Which brings the story back to policy, and to the one place where the United States still has leverage before damage becomes debt.
The Federal Emergency Management Agency is built to respond to disasters, but just as importantly, to reduce them before they happen. Programs like BRIC—Building Resilient Infrastructure and Communities—fund drainage upgrades, flood protection, electrical hardening, relocations from hazard zones, and the unglamorous work that prevents small failures from becoming larger ones.
In 2025, that program was canceled. In 2026, a federal court forced its reinstatement, restoring roughly $1 billion in mitigation funding after billions in projects had been frozen or delayed.¹⁰
The interruption matters more than the headline.
Projects delayed are not neutral. A culvert not upgraded this year fails under next winter’s runoff. A drainage system left undersized becomes a recurring problem instead of a solved one. The cost doesn’t vanish during the pause; it compounds into the next season.
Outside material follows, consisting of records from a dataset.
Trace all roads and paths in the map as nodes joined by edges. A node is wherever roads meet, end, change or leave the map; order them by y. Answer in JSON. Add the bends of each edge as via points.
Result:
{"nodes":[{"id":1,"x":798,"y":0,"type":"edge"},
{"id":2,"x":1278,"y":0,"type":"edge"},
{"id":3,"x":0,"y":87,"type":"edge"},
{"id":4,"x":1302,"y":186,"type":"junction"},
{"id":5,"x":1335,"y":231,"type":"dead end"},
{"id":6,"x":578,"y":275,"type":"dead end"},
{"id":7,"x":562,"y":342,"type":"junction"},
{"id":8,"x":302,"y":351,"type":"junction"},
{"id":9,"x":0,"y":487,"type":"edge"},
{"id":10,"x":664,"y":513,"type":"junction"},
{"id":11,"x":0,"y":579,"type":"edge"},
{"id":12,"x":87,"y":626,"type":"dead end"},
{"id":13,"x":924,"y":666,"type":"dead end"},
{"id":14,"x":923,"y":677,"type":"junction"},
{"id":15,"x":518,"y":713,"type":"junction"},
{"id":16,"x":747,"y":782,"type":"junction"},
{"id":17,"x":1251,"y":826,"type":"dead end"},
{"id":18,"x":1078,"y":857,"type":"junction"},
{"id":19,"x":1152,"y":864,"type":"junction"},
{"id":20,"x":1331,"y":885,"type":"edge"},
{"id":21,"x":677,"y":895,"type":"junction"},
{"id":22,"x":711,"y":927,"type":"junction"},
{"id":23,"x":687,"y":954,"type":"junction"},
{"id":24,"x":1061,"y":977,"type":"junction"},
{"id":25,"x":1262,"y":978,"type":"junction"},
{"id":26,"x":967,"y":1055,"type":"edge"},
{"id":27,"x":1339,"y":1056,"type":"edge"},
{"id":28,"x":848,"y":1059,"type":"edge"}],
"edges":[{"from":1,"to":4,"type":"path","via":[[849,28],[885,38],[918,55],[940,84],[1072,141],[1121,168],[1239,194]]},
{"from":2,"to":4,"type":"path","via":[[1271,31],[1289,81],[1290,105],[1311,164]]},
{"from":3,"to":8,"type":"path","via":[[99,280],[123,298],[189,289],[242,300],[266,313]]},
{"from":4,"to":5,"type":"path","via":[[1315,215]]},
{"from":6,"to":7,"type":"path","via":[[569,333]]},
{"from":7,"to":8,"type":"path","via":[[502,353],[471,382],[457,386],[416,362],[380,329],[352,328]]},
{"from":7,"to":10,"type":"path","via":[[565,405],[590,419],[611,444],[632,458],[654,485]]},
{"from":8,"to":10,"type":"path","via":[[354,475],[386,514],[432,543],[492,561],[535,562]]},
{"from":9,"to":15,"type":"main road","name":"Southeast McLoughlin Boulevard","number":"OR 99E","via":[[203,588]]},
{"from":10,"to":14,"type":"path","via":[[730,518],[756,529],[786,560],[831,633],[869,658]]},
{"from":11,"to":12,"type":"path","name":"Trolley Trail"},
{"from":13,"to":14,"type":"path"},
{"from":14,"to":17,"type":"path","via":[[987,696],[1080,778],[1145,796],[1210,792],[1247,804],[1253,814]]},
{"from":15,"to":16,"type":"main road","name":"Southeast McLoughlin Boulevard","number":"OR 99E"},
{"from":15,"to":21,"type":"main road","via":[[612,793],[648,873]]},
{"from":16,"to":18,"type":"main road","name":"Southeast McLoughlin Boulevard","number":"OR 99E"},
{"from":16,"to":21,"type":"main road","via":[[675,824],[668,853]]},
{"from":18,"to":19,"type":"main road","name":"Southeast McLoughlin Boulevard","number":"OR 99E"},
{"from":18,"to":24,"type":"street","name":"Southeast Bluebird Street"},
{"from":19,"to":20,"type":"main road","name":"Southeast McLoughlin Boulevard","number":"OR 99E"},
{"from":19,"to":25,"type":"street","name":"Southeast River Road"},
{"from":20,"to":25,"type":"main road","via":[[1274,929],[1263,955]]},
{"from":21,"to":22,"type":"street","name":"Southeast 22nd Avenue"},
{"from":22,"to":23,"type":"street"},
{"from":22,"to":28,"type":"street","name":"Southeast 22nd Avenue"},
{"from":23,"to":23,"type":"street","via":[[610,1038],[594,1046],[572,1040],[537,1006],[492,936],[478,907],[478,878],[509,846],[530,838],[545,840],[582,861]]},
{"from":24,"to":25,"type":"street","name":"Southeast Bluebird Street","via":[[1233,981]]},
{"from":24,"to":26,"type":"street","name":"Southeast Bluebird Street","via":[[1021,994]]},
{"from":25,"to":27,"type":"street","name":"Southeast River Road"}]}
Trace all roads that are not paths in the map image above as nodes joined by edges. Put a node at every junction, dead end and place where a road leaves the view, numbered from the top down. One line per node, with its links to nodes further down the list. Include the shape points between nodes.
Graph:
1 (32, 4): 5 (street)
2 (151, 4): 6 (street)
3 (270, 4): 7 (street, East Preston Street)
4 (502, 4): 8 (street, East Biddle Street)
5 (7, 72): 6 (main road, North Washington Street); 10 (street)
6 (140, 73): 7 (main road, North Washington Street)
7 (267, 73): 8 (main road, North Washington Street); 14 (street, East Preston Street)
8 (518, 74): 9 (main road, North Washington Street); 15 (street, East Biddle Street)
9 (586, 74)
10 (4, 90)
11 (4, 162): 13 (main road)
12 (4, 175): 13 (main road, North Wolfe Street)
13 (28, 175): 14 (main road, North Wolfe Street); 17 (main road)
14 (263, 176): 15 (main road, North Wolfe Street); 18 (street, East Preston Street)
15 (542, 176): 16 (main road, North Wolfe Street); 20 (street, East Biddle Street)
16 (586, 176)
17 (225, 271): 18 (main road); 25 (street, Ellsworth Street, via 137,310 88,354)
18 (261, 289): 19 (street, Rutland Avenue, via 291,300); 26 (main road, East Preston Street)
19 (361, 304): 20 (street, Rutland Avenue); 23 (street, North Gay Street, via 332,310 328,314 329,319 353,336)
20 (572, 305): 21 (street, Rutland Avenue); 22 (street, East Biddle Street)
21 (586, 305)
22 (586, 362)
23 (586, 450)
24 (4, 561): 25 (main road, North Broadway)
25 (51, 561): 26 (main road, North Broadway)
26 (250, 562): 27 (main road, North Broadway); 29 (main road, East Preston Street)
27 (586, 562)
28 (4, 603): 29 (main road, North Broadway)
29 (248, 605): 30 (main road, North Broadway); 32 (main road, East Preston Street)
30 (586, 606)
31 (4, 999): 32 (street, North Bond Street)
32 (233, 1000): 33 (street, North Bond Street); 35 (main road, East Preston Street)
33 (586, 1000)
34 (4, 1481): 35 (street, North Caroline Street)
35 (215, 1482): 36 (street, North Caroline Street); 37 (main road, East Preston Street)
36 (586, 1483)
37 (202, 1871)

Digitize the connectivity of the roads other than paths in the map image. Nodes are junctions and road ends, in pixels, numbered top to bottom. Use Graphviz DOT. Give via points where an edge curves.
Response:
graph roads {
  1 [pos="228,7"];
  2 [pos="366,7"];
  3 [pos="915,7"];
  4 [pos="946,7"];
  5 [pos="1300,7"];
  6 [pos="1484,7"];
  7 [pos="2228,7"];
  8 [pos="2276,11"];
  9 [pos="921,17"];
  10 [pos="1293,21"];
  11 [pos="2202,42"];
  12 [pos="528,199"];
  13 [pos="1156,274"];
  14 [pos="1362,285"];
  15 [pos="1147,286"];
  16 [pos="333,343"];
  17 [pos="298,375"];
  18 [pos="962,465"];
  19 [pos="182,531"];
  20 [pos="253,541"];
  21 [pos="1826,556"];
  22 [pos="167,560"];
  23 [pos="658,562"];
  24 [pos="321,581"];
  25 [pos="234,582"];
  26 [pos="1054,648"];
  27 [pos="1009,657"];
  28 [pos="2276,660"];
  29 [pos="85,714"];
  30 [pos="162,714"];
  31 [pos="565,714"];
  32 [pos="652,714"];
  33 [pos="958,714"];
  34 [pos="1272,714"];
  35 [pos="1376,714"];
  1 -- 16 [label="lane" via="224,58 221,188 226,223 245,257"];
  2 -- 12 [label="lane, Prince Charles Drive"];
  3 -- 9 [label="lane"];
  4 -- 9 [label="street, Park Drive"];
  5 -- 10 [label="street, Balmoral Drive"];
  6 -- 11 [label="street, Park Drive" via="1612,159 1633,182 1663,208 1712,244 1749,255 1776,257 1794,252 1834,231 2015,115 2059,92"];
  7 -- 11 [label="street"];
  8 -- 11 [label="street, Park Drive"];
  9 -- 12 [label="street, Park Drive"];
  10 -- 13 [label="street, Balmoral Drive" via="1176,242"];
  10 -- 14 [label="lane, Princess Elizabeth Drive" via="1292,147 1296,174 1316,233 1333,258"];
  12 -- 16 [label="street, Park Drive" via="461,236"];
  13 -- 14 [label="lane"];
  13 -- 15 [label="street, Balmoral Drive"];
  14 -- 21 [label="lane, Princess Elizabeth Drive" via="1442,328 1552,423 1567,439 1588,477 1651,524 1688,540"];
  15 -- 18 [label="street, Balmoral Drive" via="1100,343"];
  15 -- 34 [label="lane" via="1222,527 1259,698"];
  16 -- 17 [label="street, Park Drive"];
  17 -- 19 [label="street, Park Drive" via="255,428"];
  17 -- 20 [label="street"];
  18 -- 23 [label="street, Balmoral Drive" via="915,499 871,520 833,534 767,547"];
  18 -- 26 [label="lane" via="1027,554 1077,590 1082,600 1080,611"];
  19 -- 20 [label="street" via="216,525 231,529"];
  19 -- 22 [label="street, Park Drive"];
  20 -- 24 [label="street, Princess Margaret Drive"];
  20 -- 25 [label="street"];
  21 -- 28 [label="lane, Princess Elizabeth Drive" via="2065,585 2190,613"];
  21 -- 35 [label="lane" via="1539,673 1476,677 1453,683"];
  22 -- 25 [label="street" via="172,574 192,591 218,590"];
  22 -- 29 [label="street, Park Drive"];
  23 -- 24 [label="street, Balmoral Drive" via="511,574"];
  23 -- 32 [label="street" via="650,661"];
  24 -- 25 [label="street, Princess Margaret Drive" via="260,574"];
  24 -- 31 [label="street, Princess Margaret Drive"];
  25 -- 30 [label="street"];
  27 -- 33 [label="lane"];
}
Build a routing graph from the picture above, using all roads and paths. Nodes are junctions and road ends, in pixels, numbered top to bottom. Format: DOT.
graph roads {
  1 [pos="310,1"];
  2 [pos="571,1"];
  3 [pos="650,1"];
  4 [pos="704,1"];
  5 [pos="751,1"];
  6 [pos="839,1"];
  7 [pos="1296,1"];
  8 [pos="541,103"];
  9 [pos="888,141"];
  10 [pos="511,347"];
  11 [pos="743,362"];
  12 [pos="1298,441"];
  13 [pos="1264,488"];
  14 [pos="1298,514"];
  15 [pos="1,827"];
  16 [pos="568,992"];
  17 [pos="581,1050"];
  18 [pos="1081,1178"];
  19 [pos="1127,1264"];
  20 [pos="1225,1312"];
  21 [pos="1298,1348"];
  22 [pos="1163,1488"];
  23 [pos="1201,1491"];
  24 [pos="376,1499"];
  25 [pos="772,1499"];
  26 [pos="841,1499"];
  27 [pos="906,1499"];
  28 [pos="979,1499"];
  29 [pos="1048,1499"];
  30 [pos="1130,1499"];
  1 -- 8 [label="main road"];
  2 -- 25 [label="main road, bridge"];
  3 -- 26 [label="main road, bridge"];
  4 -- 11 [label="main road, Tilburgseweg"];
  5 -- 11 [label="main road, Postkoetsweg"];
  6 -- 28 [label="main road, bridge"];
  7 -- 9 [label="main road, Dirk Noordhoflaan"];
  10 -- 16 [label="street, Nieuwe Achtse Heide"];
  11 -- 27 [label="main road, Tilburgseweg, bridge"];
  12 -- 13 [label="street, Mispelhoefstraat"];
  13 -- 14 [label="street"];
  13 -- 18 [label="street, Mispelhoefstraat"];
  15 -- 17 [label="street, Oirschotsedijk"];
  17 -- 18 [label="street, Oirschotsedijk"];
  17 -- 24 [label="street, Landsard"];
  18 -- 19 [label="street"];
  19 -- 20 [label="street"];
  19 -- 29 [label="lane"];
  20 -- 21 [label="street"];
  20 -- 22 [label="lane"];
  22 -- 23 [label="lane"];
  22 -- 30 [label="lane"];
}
At the same time, staffing reductions—thousands of FEMA departures over the past year—have raised concerns about response capacity, not for a single catastrophic event but for the accumulation of smaller ones that require coordination, reimbursement, and follow-through.¹¹
The vulnerability isn’t failure. It’s strain—more things bending at once, more often, for longer.
A strong El Niño would not create that condition. It would align it—bringing a warmer ocean, heavier moisture, storm tracks that lean toward the East Coast, and winter patterns that are less stable than the systems beneath them were designed to handle.
The Pacific is where the signal begins, but it does not stay there. It moves through the jet stream, into the storms, into the snow that does not quite hold and the rain that arrives at the wrong time, into the water that moves faster than the drains can take it and the coastlines that take the hit without the buffer they once had.
By the time it reaches New England, it no longer looks like a climate event. It looks like a series of ordinary problems arriving out of sequence—wet snow on power lines, water backing through a drain, a repair that costs more than the last one, a budget that stretches a little further to cover it.
Most of it will be fixed. It usually is. The street dries, the slope turns green, the culvert gets replaced, and the next storm arrives on a system that is slightly more worn and slightly more expensive to maintain.
Nothing collapses. The town holds. The region holds.
But it does so on different terms than it used to, with less margin, more cost, and fewer places for the stress to go.